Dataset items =
•••••
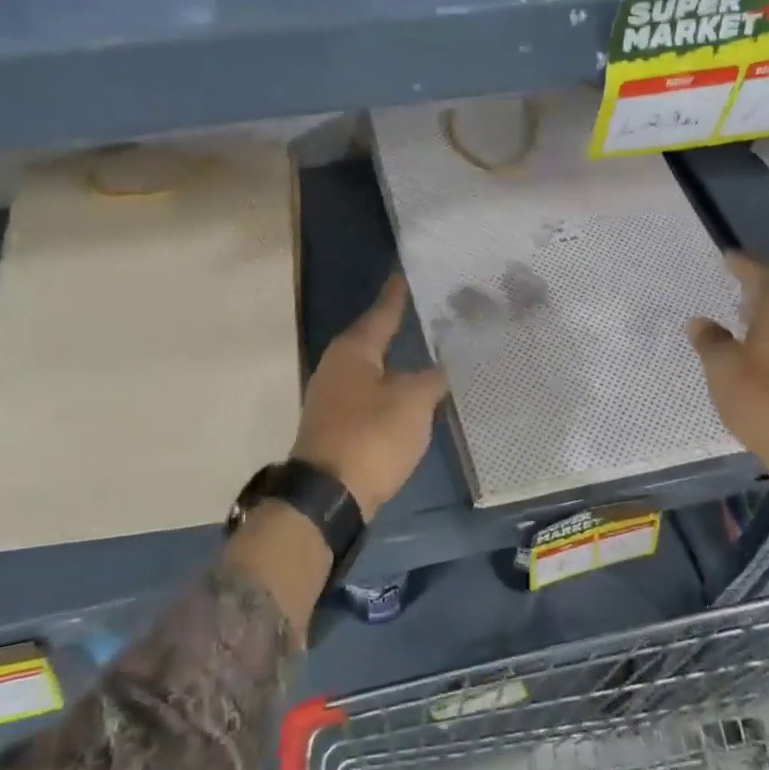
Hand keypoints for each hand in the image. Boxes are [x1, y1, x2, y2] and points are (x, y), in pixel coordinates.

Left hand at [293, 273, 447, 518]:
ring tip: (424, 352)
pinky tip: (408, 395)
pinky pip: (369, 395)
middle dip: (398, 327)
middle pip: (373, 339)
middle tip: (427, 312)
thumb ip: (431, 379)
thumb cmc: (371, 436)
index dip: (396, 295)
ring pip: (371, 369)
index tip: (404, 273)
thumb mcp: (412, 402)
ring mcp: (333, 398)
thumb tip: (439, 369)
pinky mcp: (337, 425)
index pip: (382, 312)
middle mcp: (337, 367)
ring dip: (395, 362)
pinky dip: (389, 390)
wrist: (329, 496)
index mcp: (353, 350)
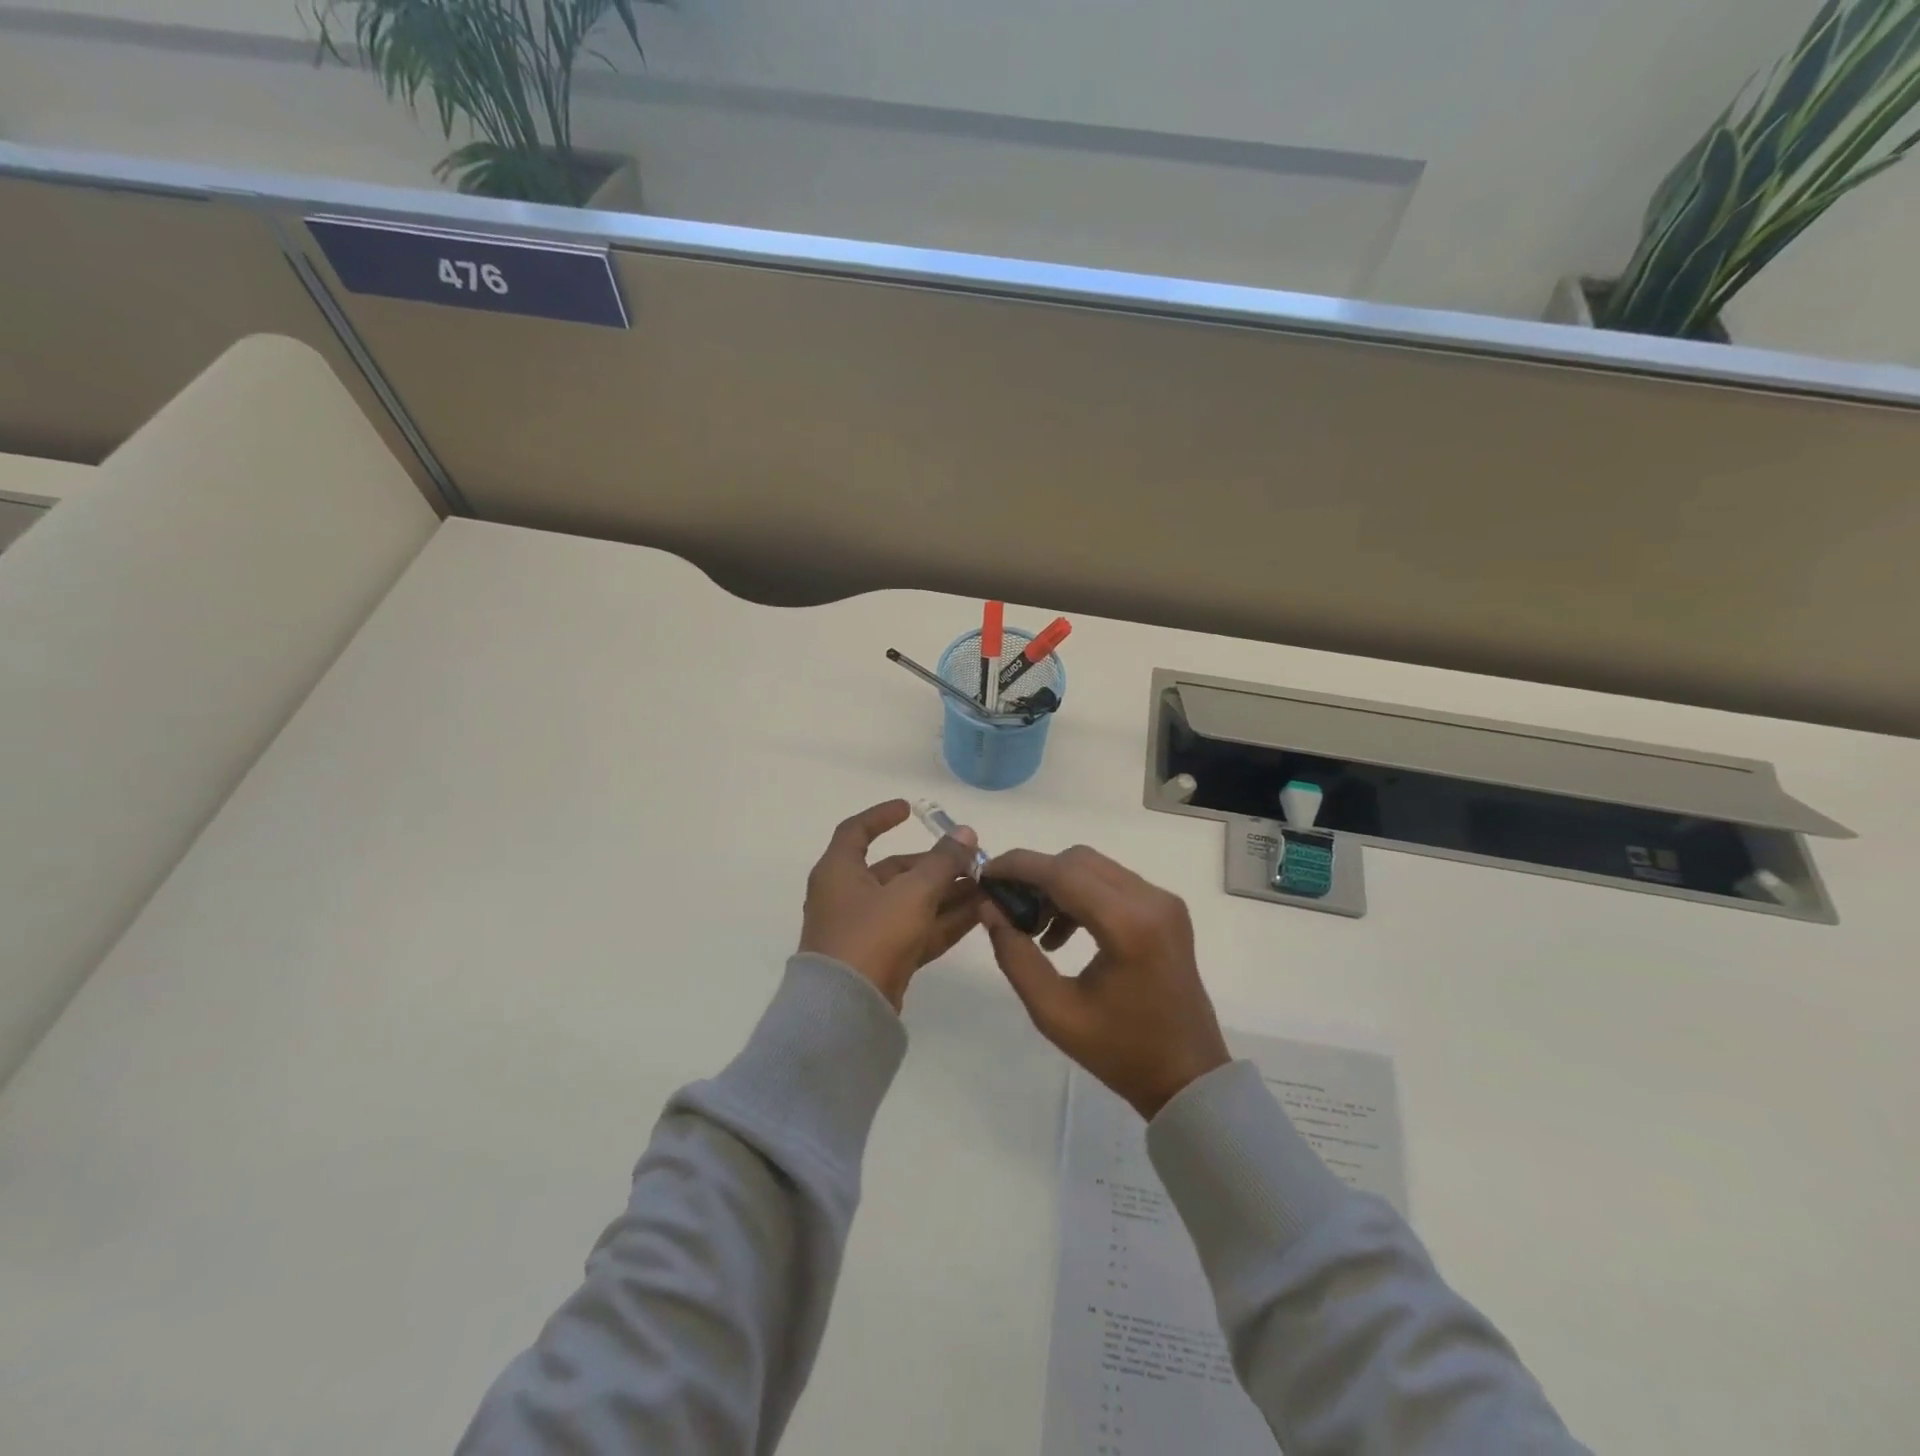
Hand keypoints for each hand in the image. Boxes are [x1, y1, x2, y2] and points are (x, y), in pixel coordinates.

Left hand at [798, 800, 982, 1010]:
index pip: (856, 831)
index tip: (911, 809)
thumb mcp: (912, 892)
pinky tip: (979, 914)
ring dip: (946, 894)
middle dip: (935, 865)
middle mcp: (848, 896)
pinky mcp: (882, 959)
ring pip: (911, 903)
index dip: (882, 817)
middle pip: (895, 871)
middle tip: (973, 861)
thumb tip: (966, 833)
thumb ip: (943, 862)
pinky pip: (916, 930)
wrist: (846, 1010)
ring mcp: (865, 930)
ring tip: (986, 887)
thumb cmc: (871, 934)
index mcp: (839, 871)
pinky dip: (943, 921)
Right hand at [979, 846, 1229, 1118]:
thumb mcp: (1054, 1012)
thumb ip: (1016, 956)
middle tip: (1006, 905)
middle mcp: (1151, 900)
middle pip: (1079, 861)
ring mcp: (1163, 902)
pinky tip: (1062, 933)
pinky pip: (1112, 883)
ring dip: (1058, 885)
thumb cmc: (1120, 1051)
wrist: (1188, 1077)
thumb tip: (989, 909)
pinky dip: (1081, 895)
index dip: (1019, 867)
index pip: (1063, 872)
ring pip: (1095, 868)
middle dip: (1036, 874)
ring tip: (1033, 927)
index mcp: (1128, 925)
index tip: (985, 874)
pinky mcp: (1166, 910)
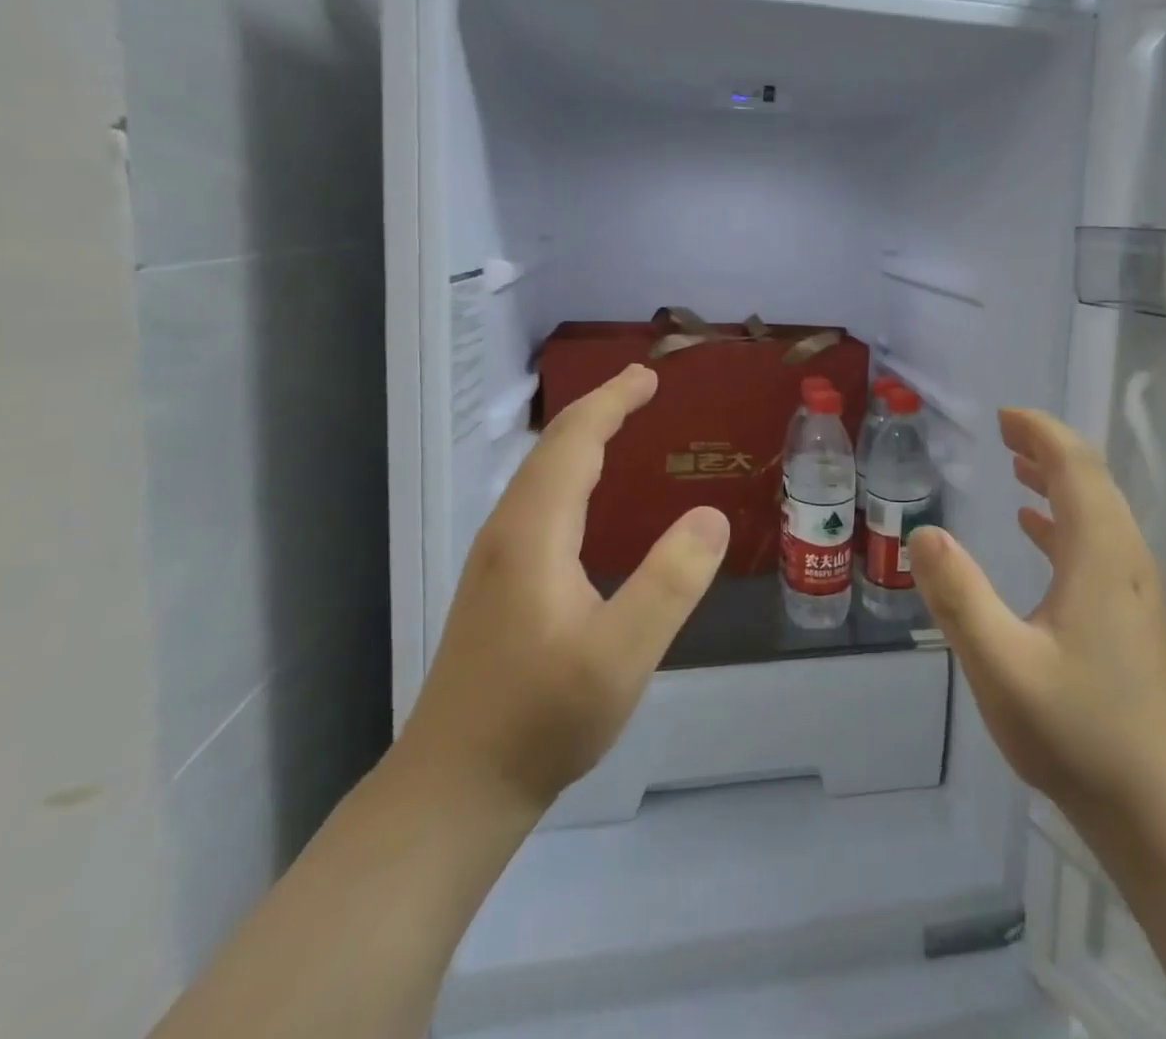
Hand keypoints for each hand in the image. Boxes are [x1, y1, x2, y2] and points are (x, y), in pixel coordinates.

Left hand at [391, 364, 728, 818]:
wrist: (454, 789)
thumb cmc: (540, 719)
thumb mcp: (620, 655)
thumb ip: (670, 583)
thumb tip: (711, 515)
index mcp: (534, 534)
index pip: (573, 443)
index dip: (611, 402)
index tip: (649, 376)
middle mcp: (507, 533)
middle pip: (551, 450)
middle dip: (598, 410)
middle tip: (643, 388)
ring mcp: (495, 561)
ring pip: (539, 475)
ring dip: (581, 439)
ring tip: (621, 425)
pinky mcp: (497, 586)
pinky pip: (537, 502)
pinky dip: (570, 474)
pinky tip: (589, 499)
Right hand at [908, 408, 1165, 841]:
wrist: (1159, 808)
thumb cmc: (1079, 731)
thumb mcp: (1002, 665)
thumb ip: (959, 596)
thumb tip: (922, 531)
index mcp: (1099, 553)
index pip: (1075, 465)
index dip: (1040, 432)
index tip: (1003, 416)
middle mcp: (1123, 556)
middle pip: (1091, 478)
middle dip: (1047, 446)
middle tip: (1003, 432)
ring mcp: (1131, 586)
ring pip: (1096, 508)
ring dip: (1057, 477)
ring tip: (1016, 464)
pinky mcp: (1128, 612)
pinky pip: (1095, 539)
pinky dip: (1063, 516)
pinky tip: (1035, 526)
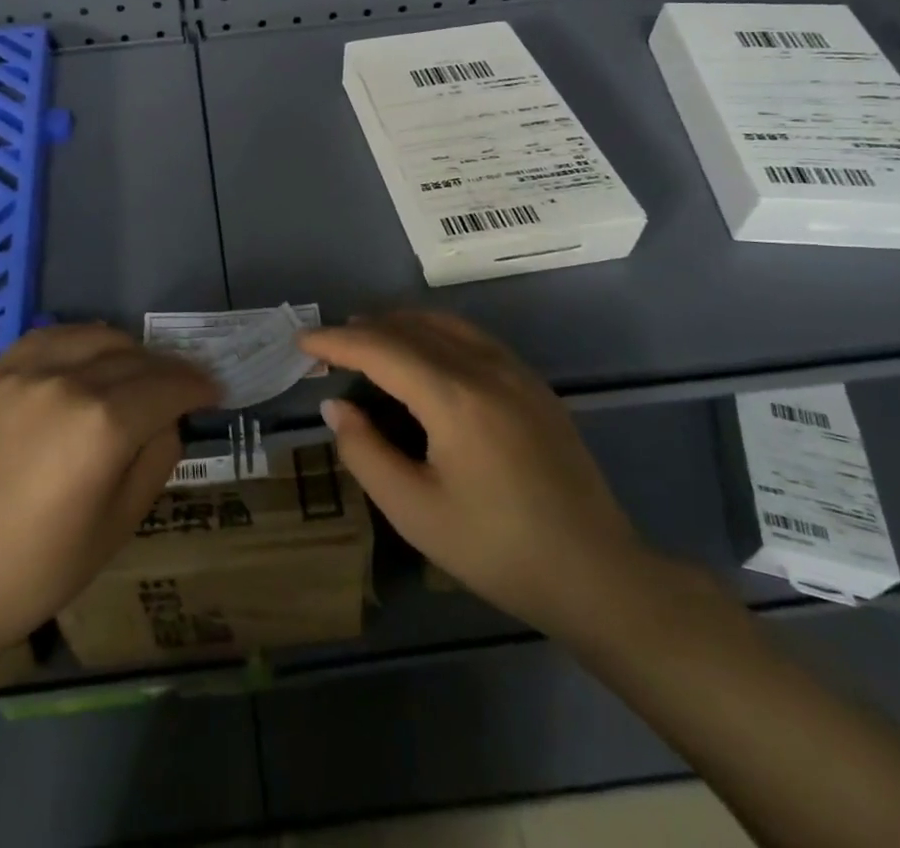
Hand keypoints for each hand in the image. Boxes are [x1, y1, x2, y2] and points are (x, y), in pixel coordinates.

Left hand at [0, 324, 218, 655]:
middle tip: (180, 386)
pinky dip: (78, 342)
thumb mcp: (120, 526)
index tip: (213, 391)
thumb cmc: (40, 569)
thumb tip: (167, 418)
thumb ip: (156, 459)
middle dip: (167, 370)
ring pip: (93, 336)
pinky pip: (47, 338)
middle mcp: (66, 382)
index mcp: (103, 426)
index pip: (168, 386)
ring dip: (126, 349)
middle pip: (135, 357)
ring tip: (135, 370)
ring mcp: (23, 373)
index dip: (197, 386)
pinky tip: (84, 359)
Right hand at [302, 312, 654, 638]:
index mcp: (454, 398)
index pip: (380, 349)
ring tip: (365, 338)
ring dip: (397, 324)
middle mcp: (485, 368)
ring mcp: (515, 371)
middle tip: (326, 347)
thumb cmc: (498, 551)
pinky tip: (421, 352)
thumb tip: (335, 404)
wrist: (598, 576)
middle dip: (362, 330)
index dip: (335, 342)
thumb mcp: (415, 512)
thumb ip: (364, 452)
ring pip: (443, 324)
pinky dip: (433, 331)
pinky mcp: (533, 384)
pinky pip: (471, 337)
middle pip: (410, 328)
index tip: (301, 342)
•••••
Exercise prompt = I'd like the records above given again exactly, please, without the pictures.

Exercise solution =
Hand keypoints for each hand in the image. Boxes are [x1, y1, x2, y2] and points are (x, y), in pixel coordinates.

Left hand at [293, 273, 447, 518]:
ring tip: (424, 352)
pinky tip: (408, 395)
pinky pip: (369, 395)
middle dip: (398, 327)
middle pip: (373, 339)
middle tip: (427, 312)
thumb ip: (431, 379)
thumb cmc: (371, 436)
index dip: (396, 295)
ring pip: (371, 369)
index tip: (404, 273)
thumb mcp: (412, 402)
ring mcp: (333, 398)
thumb tip: (439, 369)
pinky mcp: (337, 425)
index pip: (382, 312)
middle mcp: (337, 367)
ring dip: (395, 362)
pinky dip: (389, 390)
wrist: (329, 496)
index mcp: (353, 350)
Hand keypoints for each hand in the image. Boxes are [x1, y1, x2, y2] and points are (x, y), in pixel coordinates.

Left hand at [798, 800, 982, 1010]:
index pip: (856, 831)
index tip: (911, 809)
thumb mcp: (912, 892)
pinky tip: (979, 914)
ring dip: (946, 894)
middle dip: (935, 865)
middle mcp: (848, 896)
pinky mcp: (882, 959)
ring pip: (911, 903)
index dip: (882, 817)
middle pip: (895, 871)
middle tip: (973, 861)
thumb tip: (966, 833)
thumb ip: (943, 862)
pinky pip: (916, 930)
wrist: (846, 1010)
ring mcp: (865, 930)
ring tip: (986, 887)
thumb cmc: (871, 934)
index mcp: (839, 871)
pinky dip: (943, 921)
Right hand at [979, 846, 1229, 1118]:
thumb mcp: (1054, 1012)
thumb ip: (1016, 956)
middle tip: (1006, 905)
middle mcp: (1151, 900)
middle pip: (1079, 861)
ring mcp: (1163, 902)
pinky tip: (1062, 933)
pinky pip: (1112, 883)
ring dip: (1058, 885)
thumb cmc: (1120, 1051)
wrist: (1188, 1077)
thumb tip: (989, 909)
pinky dip: (1081, 895)
index dip: (1019, 867)
index pip: (1063, 872)
ring pip: (1095, 868)
middle dip: (1036, 874)
ring tip: (1033, 927)
index mcp: (1128, 925)
index tip: (985, 874)
pinky mcp: (1166, 910)
Hand keypoints for each hand in the image. Boxes are [x1, y1, x2, y2] and points are (x, y), in pixel coordinates.

Left hand at [391, 364, 728, 818]:
wrist: (454, 789)
thumb cmc: (540, 719)
thumb mcp: (620, 655)
thumb ip: (670, 583)
thumb tip: (711, 515)
index mcp: (534, 534)
index pip: (573, 443)
index dip: (611, 402)
index tip: (649, 376)
middle mcp: (507, 533)
middle pip: (551, 450)
middle dip: (598, 410)
middle tip: (643, 388)
ring mcp: (495, 561)
ring pip: (539, 475)
ring dip: (581, 439)
ring tip: (621, 425)
pinky mcp: (497, 586)
pinky pip: (537, 502)
pinky dip: (570, 474)
pinky tip: (589, 499)
Right hand at [908, 408, 1165, 841]:
wrist: (1159, 808)
thumb cmc: (1079, 731)
thumb mcp: (1002, 665)
thumb ip: (959, 596)
thumb tip: (922, 531)
index mcp: (1099, 553)
index pip: (1075, 465)
index dip: (1040, 432)
index tip: (1003, 416)
middle mcp: (1123, 556)
middle pip: (1091, 478)
middle dip: (1047, 446)
middle tip: (1003, 432)
ring mcp: (1131, 586)
ring pip: (1096, 508)
ring dip: (1057, 477)
ring tip: (1016, 464)
pinky mcp: (1128, 612)
pinky pip: (1095, 539)
pinky dip: (1063, 516)
pinky tip: (1035, 526)
Hand keypoints for each hand in the image. Boxes are [x1, y1, x2, y2] and points are (x, y), in pixel coordinates.

Left hand at [0, 324, 218, 655]:
middle tip: (180, 386)
pinky dip: (78, 342)
thumb mcp: (120, 526)
index tip: (213, 391)
thumb cmc: (40, 569)
thumb tip: (167, 418)
thumb ip: (156, 459)
middle dip: (167, 370)
ring pip: (93, 336)
pinky pip: (47, 338)
middle mcp: (66, 382)
index mcp: (103, 426)
index pip: (168, 386)
ring dip: (126, 349)
middle pip: (135, 357)
ring tip: (135, 370)
ring mcp: (23, 373)
index dip: (197, 386)
pinky tip: (84, 359)
Right hand at [302, 312, 654, 638]:
index mcp: (454, 398)
index pip: (380, 349)
ring tip: (365, 338)
ring dip: (397, 324)
middle mcp: (485, 368)
ring mcp: (515, 371)
middle tip: (326, 347)
thumb cmc: (498, 551)
pinky tip: (421, 352)
thumb tip: (335, 404)
wrist: (598, 576)
middle dip: (362, 330)
index dip: (335, 342)
thumb mcp: (415, 512)
thumb ip: (364, 452)
ring pip: (443, 324)
pinky dip: (433, 331)
pinky mcp: (533, 384)
pinky pip: (471, 337)
middle pip: (410, 328)
index tip: (301, 342)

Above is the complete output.